WORK ORDER: Look through the data below and count each line where the word "roads" appears. Reply with the count alone.

>>

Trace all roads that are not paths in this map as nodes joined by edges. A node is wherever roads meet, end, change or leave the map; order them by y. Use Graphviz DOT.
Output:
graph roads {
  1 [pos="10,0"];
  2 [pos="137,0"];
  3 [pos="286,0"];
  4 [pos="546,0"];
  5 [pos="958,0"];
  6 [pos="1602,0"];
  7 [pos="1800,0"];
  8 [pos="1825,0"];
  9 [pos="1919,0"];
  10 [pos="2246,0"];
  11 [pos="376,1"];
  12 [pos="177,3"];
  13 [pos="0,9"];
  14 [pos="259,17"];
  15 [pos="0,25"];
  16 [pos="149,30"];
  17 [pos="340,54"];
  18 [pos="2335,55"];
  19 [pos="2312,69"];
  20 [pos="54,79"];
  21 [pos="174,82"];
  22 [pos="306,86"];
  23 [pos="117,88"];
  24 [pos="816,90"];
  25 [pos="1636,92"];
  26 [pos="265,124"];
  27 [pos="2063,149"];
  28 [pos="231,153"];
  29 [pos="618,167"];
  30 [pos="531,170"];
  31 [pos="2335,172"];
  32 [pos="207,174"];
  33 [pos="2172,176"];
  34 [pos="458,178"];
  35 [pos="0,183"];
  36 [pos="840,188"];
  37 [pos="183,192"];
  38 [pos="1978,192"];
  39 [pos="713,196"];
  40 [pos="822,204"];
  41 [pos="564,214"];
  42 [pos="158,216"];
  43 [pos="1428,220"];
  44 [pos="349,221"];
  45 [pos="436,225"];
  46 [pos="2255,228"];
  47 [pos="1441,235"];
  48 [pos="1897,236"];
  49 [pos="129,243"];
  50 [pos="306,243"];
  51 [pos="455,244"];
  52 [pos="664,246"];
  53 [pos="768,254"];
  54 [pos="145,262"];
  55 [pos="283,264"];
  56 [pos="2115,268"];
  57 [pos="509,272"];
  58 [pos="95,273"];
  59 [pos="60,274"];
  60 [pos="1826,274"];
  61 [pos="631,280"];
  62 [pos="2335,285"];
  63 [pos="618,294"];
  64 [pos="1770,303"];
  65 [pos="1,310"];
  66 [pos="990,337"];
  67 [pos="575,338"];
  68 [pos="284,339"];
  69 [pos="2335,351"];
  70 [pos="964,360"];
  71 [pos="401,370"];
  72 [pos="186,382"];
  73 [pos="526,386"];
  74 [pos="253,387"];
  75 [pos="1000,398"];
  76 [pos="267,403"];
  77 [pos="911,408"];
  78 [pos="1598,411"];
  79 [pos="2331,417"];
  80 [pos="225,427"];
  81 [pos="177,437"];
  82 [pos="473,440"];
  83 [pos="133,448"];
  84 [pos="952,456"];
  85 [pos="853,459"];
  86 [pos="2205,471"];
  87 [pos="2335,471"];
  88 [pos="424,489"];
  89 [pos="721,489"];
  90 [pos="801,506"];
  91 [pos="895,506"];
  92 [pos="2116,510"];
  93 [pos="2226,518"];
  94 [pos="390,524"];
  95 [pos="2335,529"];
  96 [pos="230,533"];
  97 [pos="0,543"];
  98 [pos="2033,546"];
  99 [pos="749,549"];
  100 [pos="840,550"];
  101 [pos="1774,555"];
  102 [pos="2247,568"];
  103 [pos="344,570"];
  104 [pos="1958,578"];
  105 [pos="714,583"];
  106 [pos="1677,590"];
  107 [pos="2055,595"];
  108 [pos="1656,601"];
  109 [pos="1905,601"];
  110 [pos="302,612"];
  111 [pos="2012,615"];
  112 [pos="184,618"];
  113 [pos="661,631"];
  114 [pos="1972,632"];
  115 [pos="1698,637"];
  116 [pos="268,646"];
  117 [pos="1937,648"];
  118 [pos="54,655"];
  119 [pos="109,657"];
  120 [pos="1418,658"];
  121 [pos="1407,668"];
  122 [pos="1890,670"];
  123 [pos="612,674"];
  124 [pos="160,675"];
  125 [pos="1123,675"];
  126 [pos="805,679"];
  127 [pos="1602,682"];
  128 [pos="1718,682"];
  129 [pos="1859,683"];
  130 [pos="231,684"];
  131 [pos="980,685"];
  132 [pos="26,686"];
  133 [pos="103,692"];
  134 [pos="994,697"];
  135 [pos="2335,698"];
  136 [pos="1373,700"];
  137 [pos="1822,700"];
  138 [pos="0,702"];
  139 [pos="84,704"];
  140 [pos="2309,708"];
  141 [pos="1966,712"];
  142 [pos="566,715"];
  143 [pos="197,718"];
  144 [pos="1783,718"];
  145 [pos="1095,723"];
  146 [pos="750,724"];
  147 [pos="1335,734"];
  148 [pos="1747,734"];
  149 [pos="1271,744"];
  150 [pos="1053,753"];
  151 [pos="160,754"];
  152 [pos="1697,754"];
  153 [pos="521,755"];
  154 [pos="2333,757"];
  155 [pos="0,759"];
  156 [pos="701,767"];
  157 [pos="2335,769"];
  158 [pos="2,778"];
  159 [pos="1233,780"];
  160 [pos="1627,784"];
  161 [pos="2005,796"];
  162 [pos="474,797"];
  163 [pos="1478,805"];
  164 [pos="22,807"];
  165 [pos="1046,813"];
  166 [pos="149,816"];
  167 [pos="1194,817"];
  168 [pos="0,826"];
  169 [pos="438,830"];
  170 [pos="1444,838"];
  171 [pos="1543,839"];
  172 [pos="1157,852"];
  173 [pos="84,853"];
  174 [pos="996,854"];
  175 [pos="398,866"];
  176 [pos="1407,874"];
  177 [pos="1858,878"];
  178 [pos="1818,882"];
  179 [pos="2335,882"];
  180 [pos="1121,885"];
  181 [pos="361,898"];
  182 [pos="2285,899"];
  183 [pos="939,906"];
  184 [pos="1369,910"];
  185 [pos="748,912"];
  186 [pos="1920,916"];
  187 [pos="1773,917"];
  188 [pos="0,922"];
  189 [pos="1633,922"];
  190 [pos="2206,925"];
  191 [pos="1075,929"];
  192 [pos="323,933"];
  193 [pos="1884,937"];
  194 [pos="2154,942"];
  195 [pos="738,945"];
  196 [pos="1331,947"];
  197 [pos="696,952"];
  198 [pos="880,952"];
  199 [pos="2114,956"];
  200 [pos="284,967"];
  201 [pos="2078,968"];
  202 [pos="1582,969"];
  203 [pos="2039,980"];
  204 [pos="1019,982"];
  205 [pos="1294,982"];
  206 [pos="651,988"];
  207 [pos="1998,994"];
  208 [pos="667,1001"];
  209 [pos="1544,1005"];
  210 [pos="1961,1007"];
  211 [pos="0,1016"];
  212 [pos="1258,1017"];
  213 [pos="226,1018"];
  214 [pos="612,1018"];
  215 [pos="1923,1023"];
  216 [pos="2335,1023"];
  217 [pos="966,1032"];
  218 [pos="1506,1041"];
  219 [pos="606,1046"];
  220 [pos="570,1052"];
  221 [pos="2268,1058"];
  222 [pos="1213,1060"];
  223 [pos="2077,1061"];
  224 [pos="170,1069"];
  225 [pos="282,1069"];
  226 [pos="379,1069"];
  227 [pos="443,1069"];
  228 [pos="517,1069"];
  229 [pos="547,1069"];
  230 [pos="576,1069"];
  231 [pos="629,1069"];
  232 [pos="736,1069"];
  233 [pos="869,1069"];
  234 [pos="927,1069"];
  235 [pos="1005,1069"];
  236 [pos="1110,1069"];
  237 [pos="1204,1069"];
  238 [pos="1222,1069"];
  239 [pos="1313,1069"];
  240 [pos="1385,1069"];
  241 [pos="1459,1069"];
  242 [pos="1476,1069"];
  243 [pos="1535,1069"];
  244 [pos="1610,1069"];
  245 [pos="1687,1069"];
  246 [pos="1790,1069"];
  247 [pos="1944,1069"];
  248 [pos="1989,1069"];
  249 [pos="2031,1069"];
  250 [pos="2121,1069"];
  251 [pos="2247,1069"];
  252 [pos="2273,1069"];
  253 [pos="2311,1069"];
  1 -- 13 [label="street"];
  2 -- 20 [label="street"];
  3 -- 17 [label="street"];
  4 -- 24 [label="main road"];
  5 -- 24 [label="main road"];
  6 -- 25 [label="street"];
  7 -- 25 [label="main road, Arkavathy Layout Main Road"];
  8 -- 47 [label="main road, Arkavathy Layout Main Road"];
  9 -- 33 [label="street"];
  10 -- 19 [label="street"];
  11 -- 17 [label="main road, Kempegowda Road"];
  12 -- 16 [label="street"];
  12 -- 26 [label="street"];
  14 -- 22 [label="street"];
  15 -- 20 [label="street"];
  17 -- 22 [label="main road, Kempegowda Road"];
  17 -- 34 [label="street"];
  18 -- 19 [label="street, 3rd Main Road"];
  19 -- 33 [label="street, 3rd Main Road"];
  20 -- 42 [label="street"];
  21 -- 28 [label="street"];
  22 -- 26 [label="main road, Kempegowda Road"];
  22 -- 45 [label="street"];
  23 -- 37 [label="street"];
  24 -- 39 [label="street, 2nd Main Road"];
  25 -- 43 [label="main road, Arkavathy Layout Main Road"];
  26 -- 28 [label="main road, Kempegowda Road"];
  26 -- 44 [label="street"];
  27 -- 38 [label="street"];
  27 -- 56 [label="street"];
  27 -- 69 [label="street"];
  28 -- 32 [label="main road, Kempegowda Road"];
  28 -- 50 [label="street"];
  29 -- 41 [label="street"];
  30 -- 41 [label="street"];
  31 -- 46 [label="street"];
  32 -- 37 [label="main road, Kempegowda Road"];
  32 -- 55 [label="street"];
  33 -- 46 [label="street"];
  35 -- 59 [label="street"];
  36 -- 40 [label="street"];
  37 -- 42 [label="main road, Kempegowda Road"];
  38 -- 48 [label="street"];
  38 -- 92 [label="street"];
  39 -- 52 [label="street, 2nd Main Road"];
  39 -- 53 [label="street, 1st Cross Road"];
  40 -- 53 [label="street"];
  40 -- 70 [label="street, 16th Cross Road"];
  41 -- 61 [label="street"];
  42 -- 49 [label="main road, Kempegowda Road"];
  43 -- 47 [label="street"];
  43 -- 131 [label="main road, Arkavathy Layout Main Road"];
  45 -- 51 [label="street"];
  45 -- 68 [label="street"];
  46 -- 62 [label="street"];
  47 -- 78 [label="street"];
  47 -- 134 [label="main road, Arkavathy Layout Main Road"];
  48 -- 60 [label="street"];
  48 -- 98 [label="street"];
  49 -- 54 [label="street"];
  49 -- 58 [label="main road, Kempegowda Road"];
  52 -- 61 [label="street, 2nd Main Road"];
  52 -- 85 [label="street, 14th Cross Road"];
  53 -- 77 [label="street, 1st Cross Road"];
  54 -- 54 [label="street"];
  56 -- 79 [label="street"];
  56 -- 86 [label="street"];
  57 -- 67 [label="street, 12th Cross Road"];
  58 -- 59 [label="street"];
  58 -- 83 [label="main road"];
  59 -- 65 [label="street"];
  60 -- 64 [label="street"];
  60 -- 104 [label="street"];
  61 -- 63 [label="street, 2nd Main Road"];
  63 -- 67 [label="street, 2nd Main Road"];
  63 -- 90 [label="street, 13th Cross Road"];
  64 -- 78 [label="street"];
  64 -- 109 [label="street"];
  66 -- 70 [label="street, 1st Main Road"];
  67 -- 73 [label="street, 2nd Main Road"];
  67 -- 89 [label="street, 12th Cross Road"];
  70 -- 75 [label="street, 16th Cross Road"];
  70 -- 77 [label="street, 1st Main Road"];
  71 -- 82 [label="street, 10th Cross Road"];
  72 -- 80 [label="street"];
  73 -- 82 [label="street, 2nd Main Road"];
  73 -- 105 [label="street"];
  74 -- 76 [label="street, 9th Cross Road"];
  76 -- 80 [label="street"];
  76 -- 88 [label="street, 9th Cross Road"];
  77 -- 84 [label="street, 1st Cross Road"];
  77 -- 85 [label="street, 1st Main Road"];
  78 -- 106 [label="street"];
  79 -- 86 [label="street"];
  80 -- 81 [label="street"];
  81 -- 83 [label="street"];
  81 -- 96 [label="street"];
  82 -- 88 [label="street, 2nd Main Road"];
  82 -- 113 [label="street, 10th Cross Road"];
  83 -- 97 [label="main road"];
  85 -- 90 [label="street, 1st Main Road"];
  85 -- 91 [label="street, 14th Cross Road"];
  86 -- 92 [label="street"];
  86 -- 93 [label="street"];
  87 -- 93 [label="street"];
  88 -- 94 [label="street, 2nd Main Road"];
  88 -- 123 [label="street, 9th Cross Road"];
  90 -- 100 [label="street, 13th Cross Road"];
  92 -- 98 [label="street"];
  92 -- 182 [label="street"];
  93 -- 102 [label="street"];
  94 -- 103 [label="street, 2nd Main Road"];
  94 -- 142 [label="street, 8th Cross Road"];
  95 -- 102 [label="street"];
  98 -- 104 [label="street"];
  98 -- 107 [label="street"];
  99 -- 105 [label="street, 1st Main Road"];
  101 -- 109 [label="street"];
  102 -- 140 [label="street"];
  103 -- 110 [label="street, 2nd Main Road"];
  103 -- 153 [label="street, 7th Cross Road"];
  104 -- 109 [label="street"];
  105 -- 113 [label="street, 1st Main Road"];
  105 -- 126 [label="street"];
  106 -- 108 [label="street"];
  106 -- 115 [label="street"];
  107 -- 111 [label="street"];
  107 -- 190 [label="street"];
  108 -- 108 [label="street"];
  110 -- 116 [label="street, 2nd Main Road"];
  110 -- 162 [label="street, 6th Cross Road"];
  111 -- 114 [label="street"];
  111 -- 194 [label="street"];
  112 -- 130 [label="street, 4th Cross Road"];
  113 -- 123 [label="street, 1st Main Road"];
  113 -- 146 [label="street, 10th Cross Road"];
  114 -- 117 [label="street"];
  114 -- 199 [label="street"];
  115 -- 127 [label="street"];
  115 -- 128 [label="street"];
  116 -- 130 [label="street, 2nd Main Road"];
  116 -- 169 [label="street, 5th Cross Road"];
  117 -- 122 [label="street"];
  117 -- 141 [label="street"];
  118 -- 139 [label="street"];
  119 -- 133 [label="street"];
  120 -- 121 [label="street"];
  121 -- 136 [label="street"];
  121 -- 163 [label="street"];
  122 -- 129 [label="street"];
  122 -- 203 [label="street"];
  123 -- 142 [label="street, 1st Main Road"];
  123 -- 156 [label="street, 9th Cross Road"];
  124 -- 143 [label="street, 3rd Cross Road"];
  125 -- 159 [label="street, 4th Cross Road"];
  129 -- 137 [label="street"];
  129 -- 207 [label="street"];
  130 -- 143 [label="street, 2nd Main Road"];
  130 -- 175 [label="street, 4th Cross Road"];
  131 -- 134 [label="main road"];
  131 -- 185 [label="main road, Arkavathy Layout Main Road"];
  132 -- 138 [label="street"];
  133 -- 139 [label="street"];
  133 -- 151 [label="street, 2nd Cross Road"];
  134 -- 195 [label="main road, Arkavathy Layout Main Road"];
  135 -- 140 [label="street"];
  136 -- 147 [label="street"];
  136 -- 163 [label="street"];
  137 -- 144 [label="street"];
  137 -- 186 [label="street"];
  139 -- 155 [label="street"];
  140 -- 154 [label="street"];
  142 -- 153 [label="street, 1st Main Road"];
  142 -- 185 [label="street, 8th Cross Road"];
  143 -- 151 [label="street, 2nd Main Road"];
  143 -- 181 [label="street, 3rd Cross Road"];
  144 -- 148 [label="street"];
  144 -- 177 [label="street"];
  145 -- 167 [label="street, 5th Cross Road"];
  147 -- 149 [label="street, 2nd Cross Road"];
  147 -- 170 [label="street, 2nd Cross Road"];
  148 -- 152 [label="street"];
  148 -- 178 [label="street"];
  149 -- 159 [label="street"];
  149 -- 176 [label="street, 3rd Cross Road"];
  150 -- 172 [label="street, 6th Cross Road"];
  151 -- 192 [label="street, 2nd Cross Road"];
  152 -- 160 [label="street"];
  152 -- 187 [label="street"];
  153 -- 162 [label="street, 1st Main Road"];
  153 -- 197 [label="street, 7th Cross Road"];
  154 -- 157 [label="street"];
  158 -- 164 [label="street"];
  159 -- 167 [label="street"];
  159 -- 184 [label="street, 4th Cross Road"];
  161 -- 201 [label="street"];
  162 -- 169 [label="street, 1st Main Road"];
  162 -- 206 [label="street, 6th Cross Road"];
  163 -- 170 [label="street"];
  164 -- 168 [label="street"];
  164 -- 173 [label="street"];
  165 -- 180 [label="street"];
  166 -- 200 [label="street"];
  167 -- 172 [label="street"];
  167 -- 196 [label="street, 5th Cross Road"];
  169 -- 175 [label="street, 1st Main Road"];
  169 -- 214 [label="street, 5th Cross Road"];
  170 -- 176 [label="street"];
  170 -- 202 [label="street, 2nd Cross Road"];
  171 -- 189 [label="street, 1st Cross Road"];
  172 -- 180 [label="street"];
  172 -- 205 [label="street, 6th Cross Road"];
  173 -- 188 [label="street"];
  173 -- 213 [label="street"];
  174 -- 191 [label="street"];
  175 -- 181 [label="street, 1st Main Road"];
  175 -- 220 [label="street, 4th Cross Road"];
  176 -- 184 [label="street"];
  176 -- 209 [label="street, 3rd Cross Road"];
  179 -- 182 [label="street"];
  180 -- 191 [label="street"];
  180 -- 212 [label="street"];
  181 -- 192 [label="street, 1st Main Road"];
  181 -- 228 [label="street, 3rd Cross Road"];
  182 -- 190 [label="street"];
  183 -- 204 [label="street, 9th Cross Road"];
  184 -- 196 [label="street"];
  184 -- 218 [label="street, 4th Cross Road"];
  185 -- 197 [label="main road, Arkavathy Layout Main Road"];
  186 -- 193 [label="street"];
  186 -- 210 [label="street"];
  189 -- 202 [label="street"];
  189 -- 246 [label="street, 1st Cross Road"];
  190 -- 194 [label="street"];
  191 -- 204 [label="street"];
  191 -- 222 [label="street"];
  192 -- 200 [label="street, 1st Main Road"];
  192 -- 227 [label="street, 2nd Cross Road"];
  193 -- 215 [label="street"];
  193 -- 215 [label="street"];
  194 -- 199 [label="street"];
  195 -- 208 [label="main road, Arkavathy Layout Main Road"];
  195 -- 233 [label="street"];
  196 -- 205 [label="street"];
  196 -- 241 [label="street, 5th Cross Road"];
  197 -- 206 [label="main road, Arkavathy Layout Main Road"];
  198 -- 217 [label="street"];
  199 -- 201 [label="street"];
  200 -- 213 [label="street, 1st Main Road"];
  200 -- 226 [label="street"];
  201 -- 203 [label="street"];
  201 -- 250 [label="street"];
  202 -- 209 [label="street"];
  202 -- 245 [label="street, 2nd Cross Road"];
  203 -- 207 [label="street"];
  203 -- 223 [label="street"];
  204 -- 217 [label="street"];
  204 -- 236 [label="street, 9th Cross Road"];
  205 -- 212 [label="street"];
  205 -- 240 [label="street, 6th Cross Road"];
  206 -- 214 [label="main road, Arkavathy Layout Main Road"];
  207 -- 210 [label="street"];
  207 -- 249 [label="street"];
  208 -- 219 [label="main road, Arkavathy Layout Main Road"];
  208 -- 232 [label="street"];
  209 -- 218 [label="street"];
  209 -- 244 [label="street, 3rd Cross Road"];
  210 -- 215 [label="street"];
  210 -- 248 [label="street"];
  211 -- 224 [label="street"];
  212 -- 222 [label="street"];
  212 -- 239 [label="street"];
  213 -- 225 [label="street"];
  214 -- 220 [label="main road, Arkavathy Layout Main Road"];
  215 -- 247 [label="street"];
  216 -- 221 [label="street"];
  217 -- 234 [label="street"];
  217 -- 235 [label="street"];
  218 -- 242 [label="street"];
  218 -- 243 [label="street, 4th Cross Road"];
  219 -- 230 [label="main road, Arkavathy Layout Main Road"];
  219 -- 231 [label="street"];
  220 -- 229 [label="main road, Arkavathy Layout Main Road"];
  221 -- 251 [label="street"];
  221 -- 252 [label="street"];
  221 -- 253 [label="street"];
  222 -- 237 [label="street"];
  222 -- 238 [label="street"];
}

<<

RESULT BELOW: 2